SIPS, SLIPS AND SNIPPETS OF LOVE 7

Sunday 30th October

Phil made them both cups of tea, his hand shaking so much he spilled most of it in the saucer; and then sat on the bed next to her, his one chair was piled high with Law text books.  Next thing they were kissing and then with only the slightest of insinuating from June they just drifted backwards and on to the bed.  She helped him to undo her blouse and bra and slid them off and onto the floor.  June unbuttoned his shirt and ran her fingers through his fine bronzed chest hair.  Then with very little fuss they just did it, and then did it again and then did it again.  Phil thought it was amazing, better than he had ever imagined it could be.

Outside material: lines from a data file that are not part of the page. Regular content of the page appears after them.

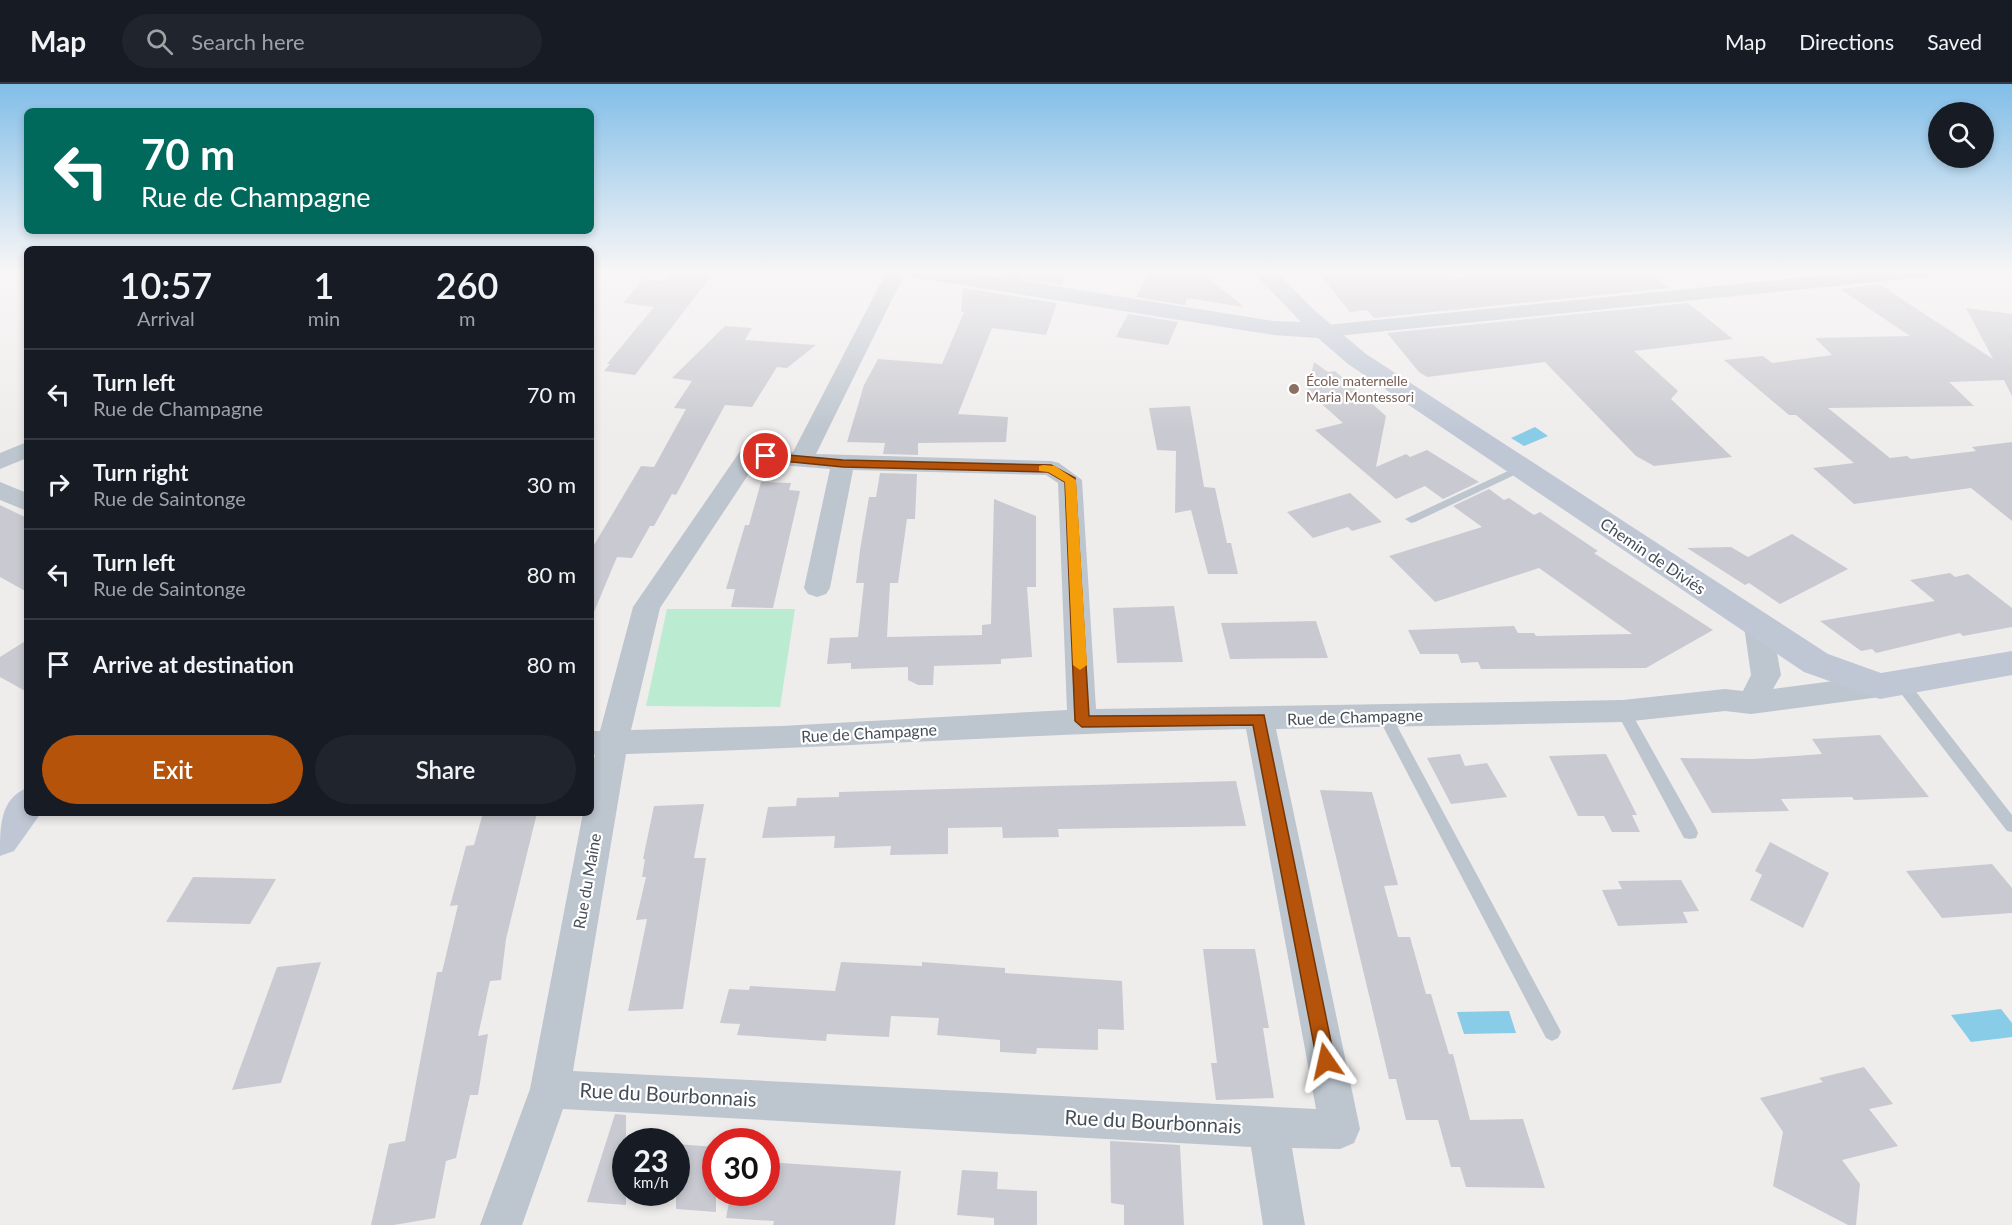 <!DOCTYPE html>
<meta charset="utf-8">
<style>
body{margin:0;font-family:Lato,sans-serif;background:#20242c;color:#f1f3f6;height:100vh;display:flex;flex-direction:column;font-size:22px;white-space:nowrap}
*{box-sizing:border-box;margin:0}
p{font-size:20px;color:#9ea1a6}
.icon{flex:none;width:33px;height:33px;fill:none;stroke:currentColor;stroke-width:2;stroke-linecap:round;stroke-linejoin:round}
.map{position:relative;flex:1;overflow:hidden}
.side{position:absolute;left:24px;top:162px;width:570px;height:570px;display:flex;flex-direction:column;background:#171b24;border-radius:9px;box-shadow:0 3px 9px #0003}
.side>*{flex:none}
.hud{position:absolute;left:24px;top:24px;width:570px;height:126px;border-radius:9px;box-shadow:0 3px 9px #0003;background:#00695c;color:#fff;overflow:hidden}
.fabs{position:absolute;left:1928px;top:18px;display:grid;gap:12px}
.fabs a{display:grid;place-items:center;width:66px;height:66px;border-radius:50%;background:#171b24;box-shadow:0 3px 9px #0003;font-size:30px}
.speed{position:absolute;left:612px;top:1044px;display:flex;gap:12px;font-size:30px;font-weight:700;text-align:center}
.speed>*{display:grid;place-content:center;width:78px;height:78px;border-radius:50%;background:#171b24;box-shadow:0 3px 9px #0003;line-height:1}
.speed small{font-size:15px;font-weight:400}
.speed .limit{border:9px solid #d22;background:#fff;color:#111}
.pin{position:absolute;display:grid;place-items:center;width:51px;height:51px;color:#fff;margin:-26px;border:3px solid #fff;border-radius:50%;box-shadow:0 2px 6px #0007}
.me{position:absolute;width:66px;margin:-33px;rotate:349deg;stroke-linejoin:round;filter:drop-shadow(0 0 4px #0008)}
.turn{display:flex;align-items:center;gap:21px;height:126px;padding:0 18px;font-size:27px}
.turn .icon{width:78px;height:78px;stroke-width:2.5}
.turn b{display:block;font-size:42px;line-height:51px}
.eta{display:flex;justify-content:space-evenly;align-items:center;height:102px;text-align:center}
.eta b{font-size:36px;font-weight:600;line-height:42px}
.primary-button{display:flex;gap:12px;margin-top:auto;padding:12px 18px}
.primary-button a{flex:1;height:69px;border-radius:36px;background:#b45309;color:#fff;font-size:24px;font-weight:600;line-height:69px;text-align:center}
.primary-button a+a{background:#20242c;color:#f1f3f6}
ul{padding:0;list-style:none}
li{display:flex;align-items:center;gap:18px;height:90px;padding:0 18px;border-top:2px solid #363941}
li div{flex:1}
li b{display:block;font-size:22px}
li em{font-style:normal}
header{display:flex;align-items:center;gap:36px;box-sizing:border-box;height:84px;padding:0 30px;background:#171b24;border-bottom:2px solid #363941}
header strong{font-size:28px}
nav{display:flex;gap:33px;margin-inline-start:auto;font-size:21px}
.search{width:420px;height:54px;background:#20242c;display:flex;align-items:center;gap:15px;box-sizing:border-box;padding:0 21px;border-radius:33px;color:#9ea1a6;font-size:22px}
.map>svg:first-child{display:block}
</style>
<header>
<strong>Map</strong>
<div class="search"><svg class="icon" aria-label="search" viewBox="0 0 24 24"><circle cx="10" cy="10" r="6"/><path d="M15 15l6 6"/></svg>Search here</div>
<nav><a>Map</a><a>Directions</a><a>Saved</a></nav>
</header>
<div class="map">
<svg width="2012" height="1141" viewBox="0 0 2012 1141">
<rect width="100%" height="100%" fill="#efecec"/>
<path fill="#bbecd2" d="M 667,525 L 795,525 L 780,623 L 646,622 Z"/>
<g fill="#89cce7">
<path d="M 1535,343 L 1548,352 L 1524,362 L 1511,354 Z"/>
<path d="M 2001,925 L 2012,939 L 2012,953 L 1971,958 L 1951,931 Z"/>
<path d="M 1509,927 L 1516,949 L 1464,950 L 1457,928 Z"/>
</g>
<g fill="#c9cad1">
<path d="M 673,187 L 715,187 L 635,291 L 604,287 L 610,280 L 607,280 L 654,223 L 623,219 L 644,195 L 664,197 Z"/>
<path d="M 1025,187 L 1067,187 L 1062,201 L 1022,195 Z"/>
<path d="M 1150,187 L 1200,187 L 1244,223 L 1187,214 L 1185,221 L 1136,213 Z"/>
<path d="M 1317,187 L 1424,187 L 1424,193 L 1448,190 L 1452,194 L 1518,187 L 1648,187 L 1669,204 L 1374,234 L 1367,226 L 1350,228 Z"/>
<path d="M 1879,200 L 1993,275 L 1966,224 L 2012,230 L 2012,312 L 2004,296 L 1949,298 L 1974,322 L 1828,324 L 1890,374 L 1907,372 L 1911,375 L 1976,367 L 1972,363 L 2012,358 L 2012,437 L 1971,404 L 1854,420 L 1813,384 L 1854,379 L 1796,331 L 1789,331 L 1724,276 L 1763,272 L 1772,279 L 1832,271 L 1815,254 L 1910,252 L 1840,205 Z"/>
<path d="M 963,204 L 1057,219 L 1046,251 L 992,244 L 958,330 L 1008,333 L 1006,358 L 918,359 L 918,371 L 883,370 L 885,359 L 847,358 L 864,301 L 878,275 L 942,280 L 964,228 L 961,228 Z"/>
<path d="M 1688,219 L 1733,255 L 1634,267 L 1678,307 L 1671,315 L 1732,373 L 1654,382 L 1636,372 L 1545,278 L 1427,293 L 1419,288 L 1387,249 Z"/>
<path d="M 1128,230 L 1178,238 L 1168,261 L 1116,253 Z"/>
<path d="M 725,242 L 752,244 L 745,256 L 816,261 L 787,284 L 777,283 L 752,323 L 725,321 L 676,411 L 672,410 L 654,442 L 650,442 L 632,474 L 617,473 L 591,535 L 591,466 L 641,382 L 654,383 L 686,325 L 674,324 L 692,297 L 672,294 Z"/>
<path d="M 1314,278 L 1328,288 L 1335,287 L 1386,332 L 1376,383 L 1406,370 L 1410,373 L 1427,366 L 1479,398 L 1443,415 L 1425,402 L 1396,415 L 1315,346 L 1343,339 L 1307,307 Z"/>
<path d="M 1190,322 L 1204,403 L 1215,404 L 1227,459 L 1231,459 L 1238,490 L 1208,490 L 1191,426 L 1175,429 L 1176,367 L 1157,366 L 1149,324 Z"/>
<path d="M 880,389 L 917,390 L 915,435 L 907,435 L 898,499 L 890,499 L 887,553 L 982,551 L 982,541 L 991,540 L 994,415 L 1036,432 L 1036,503 L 1027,503 L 1032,573 L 1001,575 L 1001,580 L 934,582 L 933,601 L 918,601 L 908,596 L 908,583 L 851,585 L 851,579 L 827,580 L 830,554 L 858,553 L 864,499 L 856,499 L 860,466 L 869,413 L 876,413 Z"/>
<path d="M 761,398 L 791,399 L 789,406 L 800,407 L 773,524 L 731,523 L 735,505 L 726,505 L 745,441 L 749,441 Z"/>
<path d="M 1489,405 L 1504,416 L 1509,414 L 1534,431 L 1540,428 L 1598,467 L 1594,469 L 1713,546 L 1646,584 L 1481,585 L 1478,578 L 1461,579 L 1458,570 L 1420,570 L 1408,546 L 1514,542 L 1518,549 L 1534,549 L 1536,552 L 1632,550 L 1539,484 L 1435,518 L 1389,472 L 1482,443 L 1453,422 Z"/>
<path d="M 1350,409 L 1382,438 L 1352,447 L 1348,443 L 1313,454 L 1287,428 Z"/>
<path d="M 0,421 L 27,434 L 27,508 L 0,493 Z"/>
<path d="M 1792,450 L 1848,485 L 1780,520 L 1749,499 L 1745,501 L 1687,464 L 1731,463 L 1748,473 Z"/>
<path d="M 1950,489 L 1955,493 L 1968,490 L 2012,524 L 2012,543 L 1963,552 L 1960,549 L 1876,569 L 1872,565 L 1861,567 L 1820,537 L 1935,517 L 1910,496 Z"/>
<path d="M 1174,522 L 1183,578 L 1117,579 L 1113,524 Z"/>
<path d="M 1316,537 L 1328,574 L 1230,575 L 1221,539 Z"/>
<path d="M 27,556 L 27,608 L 0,593 L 0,573 Z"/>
<path d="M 1880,651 L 1929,713 L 1854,716 L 1852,713 L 1781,715 L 1789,727 L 1712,729 L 1680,674 L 1753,675 L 1822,670 L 1812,655 Z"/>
<path d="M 1460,670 L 1465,682 L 1487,679 L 1507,713 L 1451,720 L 1427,674 Z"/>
<path d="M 1606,670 L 1637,731 L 1632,731 L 1640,748 L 1612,748 L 1604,732 L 1578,732 L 1549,672 Z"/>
<path d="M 1236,697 L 1246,742 L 1058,745 L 1059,753 L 1003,754 L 1002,743 L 948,744 L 948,770 L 890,771 L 891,762 L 834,764 L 835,752 L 762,754 L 768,723 L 796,722 L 797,714 L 839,713 L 839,708 Z"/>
<path d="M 1320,706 L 1372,708 L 1398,801 L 1384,802 L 1398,853 L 1410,853 L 1426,910 L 1431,910 L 1449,970 L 1453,970 L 1470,1036 L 1523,1035 L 1545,1104 L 1466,1103 L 1460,1083 L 1451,1083 L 1438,1036 L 1406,1036 L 1396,995 L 1389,995 Z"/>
<path d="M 704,720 L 694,774 L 706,774 L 683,925 L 628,927 L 647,835 L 636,836 L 646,793 L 642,793 L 645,775 L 643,775 L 654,722 Z"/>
<path d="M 483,729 L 537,729 L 506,855 L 501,896 L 490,897 L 478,952 L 488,950 L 478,1011 L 470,1011 L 456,1074 L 446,1077 L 435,1134 L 394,1141 L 371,1141 L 389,1060 L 405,1057 L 437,888 L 442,888 L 458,821 L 450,822 L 466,762 L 474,761 Z"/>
<path d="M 1770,758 L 1829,789 L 1803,844 L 1750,816 L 1762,791 L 1755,787 Z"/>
<path d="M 1992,780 L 2012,804 L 2012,829 L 1942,834 L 1906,787 Z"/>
<path d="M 193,793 L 238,794 L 276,795 L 250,840 L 166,838 Z"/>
<path d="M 1681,796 L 1699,827 L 1683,828 L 1688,839 L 1618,842 L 1602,806 L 1622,805 L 1618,797 Z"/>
<path d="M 1203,865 L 1255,865 L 1269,944 L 1263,944 L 1274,1014 L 1216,1016 L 1211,979 L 1217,979 Z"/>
<path d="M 321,878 L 281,999 L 232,1006 L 277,883 Z"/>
<path d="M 841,878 L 922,882 L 922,878 L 1005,884 L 1005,889 L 1122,897 L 1124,946 L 1098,945 L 1098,966 L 1037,964 L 1036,970 L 1000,968 L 1000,956 L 937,951 L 939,934 L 891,932 L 889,953 L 827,950 L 826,957 L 737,951 L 740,940 L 720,939 L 729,905 L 749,906 L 750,902 L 835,907 Z"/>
<path d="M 1864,983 L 1893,1020 L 1869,1025 L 1898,1062 L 1842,1076 L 1860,1100 L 1856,1141 L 1848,1141 L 1773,1102 L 1783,1048 L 1760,1014 L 1823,998 L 1819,994 Z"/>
<path d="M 615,1030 L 626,1031 L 626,1121 L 587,1118 Z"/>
<path d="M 1110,1057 L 1180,1061 L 1184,1141 L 1124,1141 L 1124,1121 L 1111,1119 Z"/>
<path d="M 676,1060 L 716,1063 L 716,1128 L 676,1125 Z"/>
<path d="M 766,1078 L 901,1087 L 895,1141 L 773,1141 L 774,1137 L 726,1134 L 731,1108 L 766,1108 Z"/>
<path d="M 962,1086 L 998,1088 L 997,1105 L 1037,1107 L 1037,1141 L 994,1141 L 994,1134 L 957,1131 Z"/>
</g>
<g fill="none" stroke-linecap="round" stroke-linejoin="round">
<g fill="#bdc5ce" fill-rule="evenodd">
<path d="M 1521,381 L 1527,384 L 1525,386 L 1415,438 L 1411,439 L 1405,435 Z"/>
<path d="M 1901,594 L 1906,595 L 2012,731 L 2012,748 L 2007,747 L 1896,603 L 1894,599 L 1896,595 Z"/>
<path d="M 1623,622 L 1628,623 L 1696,744 L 1698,749 L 1696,754 L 1690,755 L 1684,754 L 1616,627 L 1618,623 Z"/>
<path d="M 1384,626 L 1389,627 L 1558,942 L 1561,948 L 1558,954 L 1552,957 L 1546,954 L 1377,631 L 1379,627 Z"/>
</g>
<g fill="#bdc5ce" fill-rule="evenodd">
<path d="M 887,187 L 906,187 L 816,370 L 1051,377 L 1059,379 L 1082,396 L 1096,625 L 1623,616 L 1725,605 L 1743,607 L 1751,591 L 1744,542 L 1748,535 L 1758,532 L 1768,535 L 1772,542 L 1781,591 L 1773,605 L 1880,591 L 1890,594 L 1895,602 L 1890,610 L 1880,613 L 1751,630 L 1725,627 L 1623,638 L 1276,645 L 1360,1045 L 1354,1059 L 1340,1065 L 1292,1064 L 1305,1141 L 1263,1141 L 1251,1063 L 563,1025 L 522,1141 L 480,1141 L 530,1005 L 583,729 L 591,729 L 591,689 L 595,671 L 591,671 L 591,647 L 600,647 L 633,523 L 741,366 L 749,364 L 793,368 ZM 756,379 L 830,385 L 804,504 L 808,510 L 817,513 L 826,510 L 830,504 L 853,386 L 1046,391 L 1058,399 L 1067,626 L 782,642 L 631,646 L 660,524 ZM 1246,645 L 1316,1025 L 573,987 L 626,670 C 833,664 1039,649 1246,645 Z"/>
<path d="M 1003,187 L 1023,187 L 1015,206 L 1001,206 L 998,202 Z"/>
<path d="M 1867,187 L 1935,187 L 1926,193 L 1326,253 L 1319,251 L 1316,247 L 1319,243 L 1326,241 Z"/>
<path d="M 27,358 L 27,374 L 0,385 L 0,369 Z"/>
<path d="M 0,398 L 27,409 L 27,427 L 0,416 Z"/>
</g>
<g fill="#bfc7d5" fill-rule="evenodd">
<path d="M 907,187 L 960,187 L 1273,237 L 1301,238 L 1252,187 L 1276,187 L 1313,225 L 1366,270 L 1828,570 L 1881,589 L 2012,567 L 2012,591 L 1880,615 L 1804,588 L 1348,280 L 1318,254 L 1273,251 L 918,194 L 910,192 Z"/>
<path d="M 27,704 L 27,729 L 41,729 L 14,767 L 0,772 C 0,742 0,715 27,704 Z"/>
</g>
</g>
<linearGradient id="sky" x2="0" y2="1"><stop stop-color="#82bee8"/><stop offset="0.54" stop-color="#f8f6f6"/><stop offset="1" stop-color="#f8f6f6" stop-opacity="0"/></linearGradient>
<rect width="2012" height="347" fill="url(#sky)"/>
<path fill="#b45309" stroke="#753606" stroke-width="1.5" d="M 766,369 L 843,376 L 1051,381 L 1075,394 L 1089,632 L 1264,631 L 1335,977 L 1333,983 L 1326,986 L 1320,983 L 1317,977 L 1253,641 L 1082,643 L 1075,637 L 1065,398 L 1048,388 L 843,383 L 762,375 L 760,372 Z"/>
<path fill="#f59e0b" d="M 1043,381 L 1055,382 L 1076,396 L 1087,581 L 1080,586 L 1073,581 L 1065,398 L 1048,388 L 1039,387 L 1039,382 Z"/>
<circle fill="#8d6e63" stroke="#fff" stroke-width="2" cx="1294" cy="305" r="6"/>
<g text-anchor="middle" stroke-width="4.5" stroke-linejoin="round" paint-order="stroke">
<g font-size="14" fill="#785e54" stroke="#fff" text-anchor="start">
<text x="1306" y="302">École maternelle<tspan x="1306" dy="16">Maria Montessori</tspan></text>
</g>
<g font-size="16" fill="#454e58" stroke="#fff">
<text transform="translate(1653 472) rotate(34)" y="6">Chemin de Diviés</text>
<text transform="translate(1355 633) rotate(-2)" y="6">Rue de Champagne</text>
<text transform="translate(869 649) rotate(-3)" y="6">Rue de Champagne</text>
<text transform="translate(587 797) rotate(-80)" y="6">Rue du Maine</text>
</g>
<g font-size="20" fill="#454e58" stroke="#fff">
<text transform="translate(668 1011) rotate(3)" y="7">Rue du Bourbonnais</text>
<text transform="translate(1153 1038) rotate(3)" y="7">Rue du Bourbonnais</text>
</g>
</g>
</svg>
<div class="fabs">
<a><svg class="icon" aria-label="search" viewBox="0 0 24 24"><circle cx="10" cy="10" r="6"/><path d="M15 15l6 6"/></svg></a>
</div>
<div class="speed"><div>23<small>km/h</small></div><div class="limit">30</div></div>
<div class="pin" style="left:766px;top:372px;background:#d93025"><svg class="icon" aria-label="arrive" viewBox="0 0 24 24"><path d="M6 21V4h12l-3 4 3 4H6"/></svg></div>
<svg class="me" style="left:1326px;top:977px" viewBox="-20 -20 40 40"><path d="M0-17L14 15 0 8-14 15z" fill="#b45309" stroke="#fff" stroke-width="4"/></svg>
<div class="hud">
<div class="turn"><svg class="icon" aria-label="left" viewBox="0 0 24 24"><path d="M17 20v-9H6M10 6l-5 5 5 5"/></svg><div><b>70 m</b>Rue de Champagne</div></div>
</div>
<section class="side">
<div class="eta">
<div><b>10:57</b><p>Arrival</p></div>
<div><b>1</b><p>min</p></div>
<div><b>260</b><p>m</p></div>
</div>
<ul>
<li><svg class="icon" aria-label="left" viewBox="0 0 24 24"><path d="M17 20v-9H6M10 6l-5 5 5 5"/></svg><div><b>Turn left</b><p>Rue de Champagne</p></div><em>70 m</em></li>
<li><svg class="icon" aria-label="right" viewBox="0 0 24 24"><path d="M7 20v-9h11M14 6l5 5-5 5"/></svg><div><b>Turn right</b><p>Rue de Saintonge</p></div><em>30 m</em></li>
<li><svg class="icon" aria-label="left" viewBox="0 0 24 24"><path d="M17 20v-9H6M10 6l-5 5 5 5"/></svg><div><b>Turn left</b><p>Rue de Saintonge</p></div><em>80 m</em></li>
<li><svg class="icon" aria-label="arrive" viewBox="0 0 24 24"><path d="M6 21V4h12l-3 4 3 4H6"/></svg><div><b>Arrive at destination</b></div><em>80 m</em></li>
</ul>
<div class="primary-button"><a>Exit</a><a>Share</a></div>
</section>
</div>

He was obviously a virgin, but she never told him that she wasn’t.  ‘What you don’t know doesn’t hurt you, does it?’ she reasoned.  And besides she was so happy to have found someone she could love in this way again.  After her first love she never thought she’d feel this way about anyone again.  And Phil was safe, solid, secure.  It was going to work out this time, she knew it, deep down in her bones she knew he was the man she would marry.

*  * *

Phil would never forget that first time and how natural it had seemed, not sordid at all.  As they sat on the bed he bent down to put his empty cup on the floor and June handed him hers, he was placing them carefully at their feet when she leaned back and with one hand slowly drew some hairpins from her hair, and it tumbled and cascaded slowly down and around her face.  He had never seen anything so amazingly gorgeous, so wonderful, and as he put his hands up and tried to hold her head she kept tossing it gently back and forth and her hair was dancing around her head.  It was like a game, every time he tried to stop her, carefully holding her face loosely in his fingers, she moved it from side to side and set her hair going again, but secretly he was hoping this moment would last forever – that her cascading hair would never stop swirling around her beautiful face.  And whenever he thought of June, that image of her hair swishing around her face came flooding into his mind.  That was the day they first made love, the first time Phil had ever made love, the first time he had seen a woman naked, the first time a woman had touched him, the first time he had felt a body gliding over his, the first time he had raked his fingers through pubic hair, the first time he had ever orgasmed in the company of another person, and even while he was doing it he was imagining seeing her hair tumbling around her face.  That was the trigger he always used, it never failed to arouse him, even when she had her hair cut short in her thirties he would remember those loose bangs swirling round her pretty upturned face.  The way her hair had floated around her face was magical, he had never seen that before and would never forget it either.

*  * *

Though June knew she had him, entranced, bewitched almost, he was like a child where loving was concerned, he really didn’t have much of a clue, she had to show him everything – but subtly – the last thing she wanted was him thinking she was some sort of slut.  But once he started he was like an express train, ‘Slow down a bit’ she whispered into his ear, ‘you can take your time, its better when you do it slower.’  And he learnt quickly enough, but like a lot of men she thought, he didn’t have a lot of imagination in that department.  He knew what worked for him, and he didn’t really think too deeply about what might be working for her.  Not that she was complaining, it worked, that was what mattered, and in time it would get even better, or her name was not June Wilkinson, or very soon would be.

*  * *

And now he had the problem of dumping Joyce.   How on earth, actually what on earth, was he going to tell her?  In the end he chickened out, and just mumbled that he thought it might be best if they stopped seeing each other.  She looked up at him, blinking through those big horn-rimmed glasses which must have been pretty strong as the lenses made her eyes so look much bigger than they should do, and Phil kept looking down at his upturned hands, he just couldn’t look her in the eye.  A strange mixture of guilt and impatience; he just wanted her to go, for him never to have to see her again.  After a couple of minutes she said, “So, is this the end Phil, is it over?” and he just sat there, looking down, he nodded silently and guiltily, still refusing to look her in the eye.  She sat for a minute or two myopically blinking then seemed to shake herself, as if out of a dream, she sighed, stood up and simply put on her coat and left without another word, closing his bedroom door quietly behind her.  Phil had never felt so ashamed in his life.  What a rat.  He didn’t know if she cried when she got home, but he very nearly did, for his own pathetic cowardice.  He never saw her again; she just sort of disappeared from sight.  He was both relieved and guiltily concerned for her at the same time until he heard a couple months later from one of his colleagues in the same year that ‘He would never guess what, but that Joyce he used to hang around with was getting married in a few week’s time to one of the post-grad tutors in the History Faculty.’